When to use

•When you need to convert text to speech locally (no API keys)
•When you need to generate audio from long documents (books, articles)
•When you need seamless audiobook rendering without pop artifacts
•When you need fast offline TTS rendering (20-50x real-time)

kokoro-tts-tool Skill

Purpose

This skill provides access to the kokoro-tts-tool CLI for local text-to-speech synthesis using the Kokoro-82M model. Runs entirely on-device with ONNX runtime, optimized for Apple Silicon.

When to Use This Skill

Use this skill when:

•Converting text to speech without cloud APIs
•Generating audio from markdown/text documents
•Creating audiobooks from long-form content
•Needing 60+ voices across 8 languages

Do NOT use this skill for:

•Cloud-based TTS services
•Real-time voice conversion
•Speech-to-text (transcription)

CLI Tool: kokoro-tts-tool

Local text-to-speech CLI using Kokoro-82M (82 million parameters).

Installation

bash

# Clone and install
git clone https://github.com/dnvriend/kokoro-tts-tool.git
cd kokoro-tts-tool
uv tool install .

Prerequisites

•Python 3.14+
•uv package manager
•Apple Silicon Mac (recommended)

Quick Start

bash

# Initialize (downloads ~350MB models)
kokoro-tts-tool init

# Synthesize text to speakers
kokoro-tts-tool synthesize "Hello world"

# Save to file
kokoro-tts-tool synthesize "Hello" --output speech.wav

# Stream a document
kokoro-tts-tool infinite --input book.md

Progressive Disclosure

<details> <summary>📖 Core Commands (Click to expand)</summary>

init - Download TTS Models

Downloads the Kokoro ONNX model (~300MB) and voice embeddings (~50MB).

Usage:

bash

kokoro-tts-tool init [OPTIONS]

Options:

•--force, -f: Re-download models even if they exist

Examples:

bash

# Download models (skips if already present)
kokoro-tts-tool init

# Force re-download
kokoro-tts-tool init --force

synthesize - Convert Text to Speech

Synthesizes text using the Kokoro TTS model. Audio can be played through speakers or saved to file.

Usage:

bash

kokoro-tts-tool synthesize [TEXT] [OPTIONS]

Arguments:

•TEXT: Text to synthesize (optional if using --stdin)

Options:

•--stdin, -s: Read text from stdin
•--voice, -v VALUE: Voice ID (default: af_heart)
•--output, -o PATH: Save to WAV file
•--speed FLOAT: Speech speed 0.5-2.0 (default: 1.0)
•--silence INT: Trailing silence in ms (default: 200)

Examples:

bash

# Play text with default voice
kokoro-tts-tool synthesize "Hello world"

# Use different voice
kokoro-tts-tool synthesize "Hello" --voice am_adam

# Save to file
kokoro-tts-tool synthesize "Hello" --output speech.wav

# Read from stdin
echo "Hello world" | kokoro-tts-tool synthesize --stdin

# Adjust speed
kokoro-tts-tool synthesize "Hello" --speed 1.5

# Multiple options
cat article.txt | kokoro-tts-tool synthesize --stdin \
    --voice bf_emma \
    --output article.wav \
    --speed 0.9

Output: Audio played through speakers (default) or saved as WAV file (24kHz, mono, 16-bit).

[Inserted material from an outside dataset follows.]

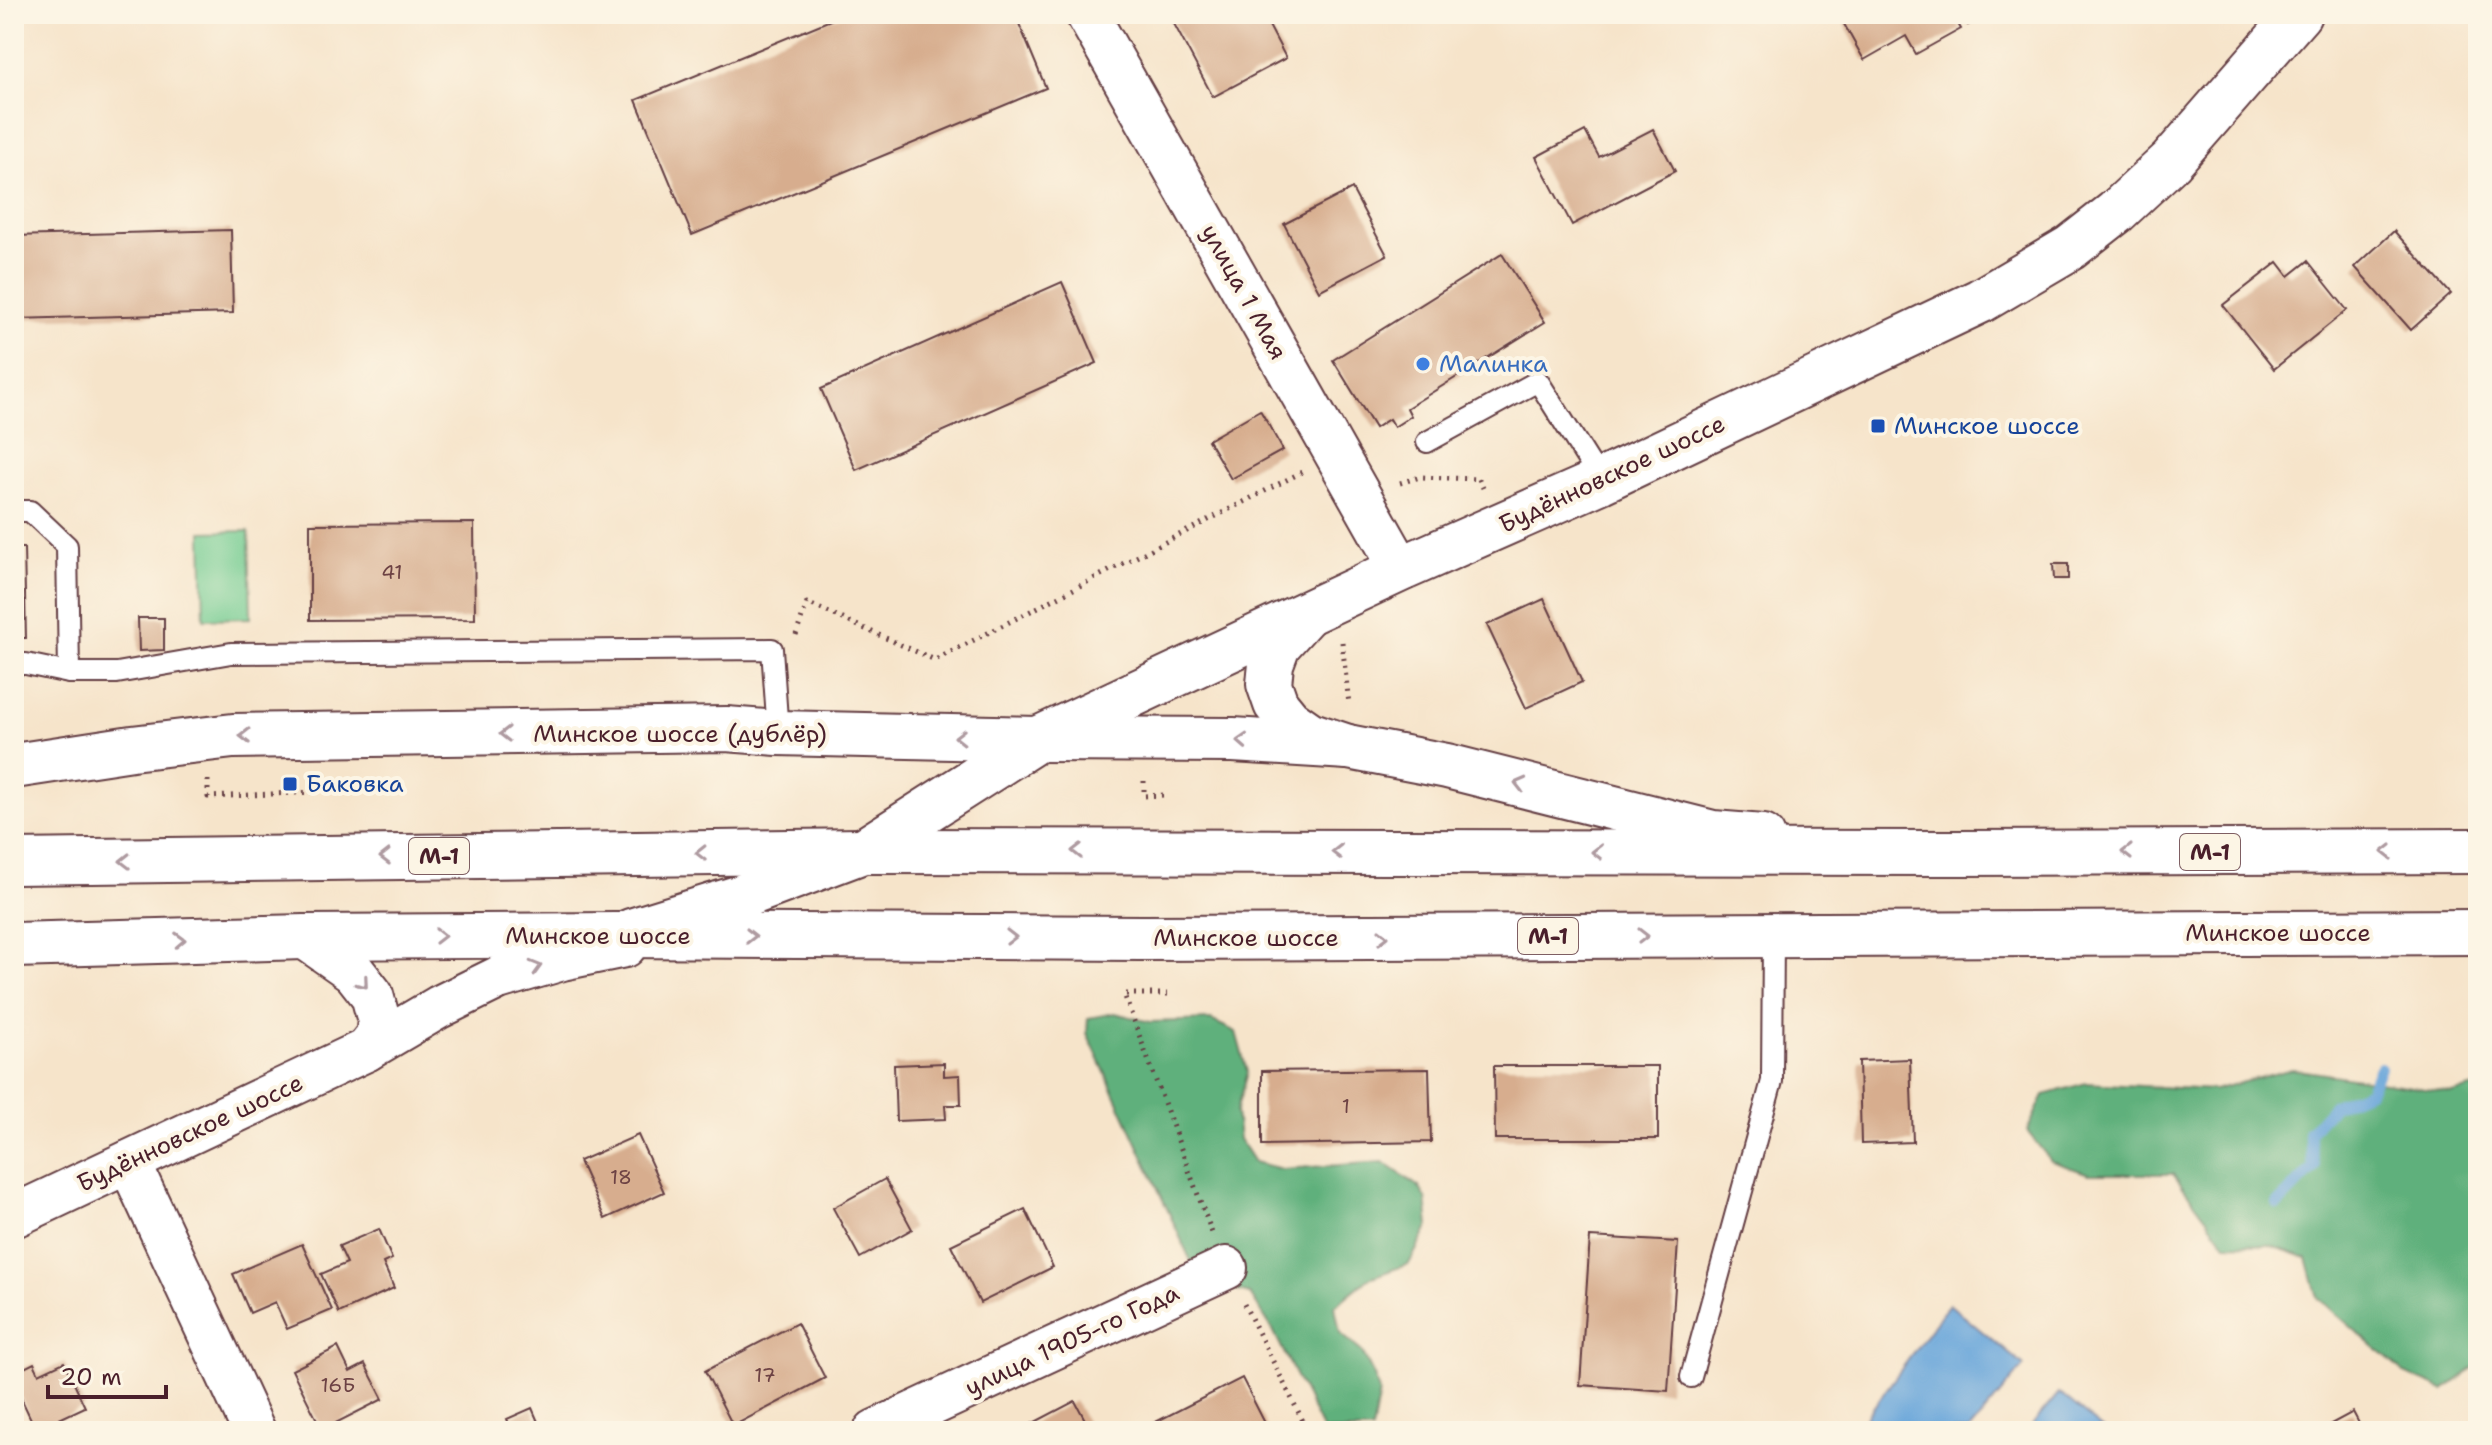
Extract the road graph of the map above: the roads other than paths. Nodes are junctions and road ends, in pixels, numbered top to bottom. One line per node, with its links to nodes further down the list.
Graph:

infinite - Stream Long Documents

Reads markdown or plain text, splits intelligently into chunks, and streams to speakers or renders to file.

Usage:

bash

kokoro-tts-tool infinite [OPTIONS]

Options:

•--input, -i PATH: Input text/markdown file
•--stdin, -s: Read text from stdin
•--output, -o PATH: Save to WAV file (fast offline mode)
•--voice VALUE: Voice ID (default: af_heart)
•--speed FLOAT: Speech speed 0.5-2.0 (default: 1.0)
•--chunk-size INT: Target words per chunk 50-1000 (default: 200)
•--pause INT: Pause between chunks in ms 0-2000 (default: 150)
•--no-markdown: Treat input as plain text

Examples:

bash

# Stream to speakers
kokoro-tts-tool infinite --input book.md

# Render to WAV (fast, ~2-3min for 1hr audio)
kokoro-tts-tool infinite --input book.md --output audiobook.wav

# Pipe from stdin
cat chapter.md | kokoro-tts-tool infinite --stdin

# With custom voice and speed
kokoro-tts-tool infinite --input notes.md \
    --voice am_adam \
    --speed 1.2

# Render audiobook with narrator voice
kokoro-tts-tool infinite --input book.md \
    --output book.wav \
    --voice bm_george \
    --speed 0.95

# Shorter chunks for studying
kokoro-tts-tool infinite --input study.md \
    --chunk-size 200 \
    --pause 600

Output:

•Speaker mode: Real-time playback, seamless audio
•File mode: Fast offline rendering (20-50x real-time on M4)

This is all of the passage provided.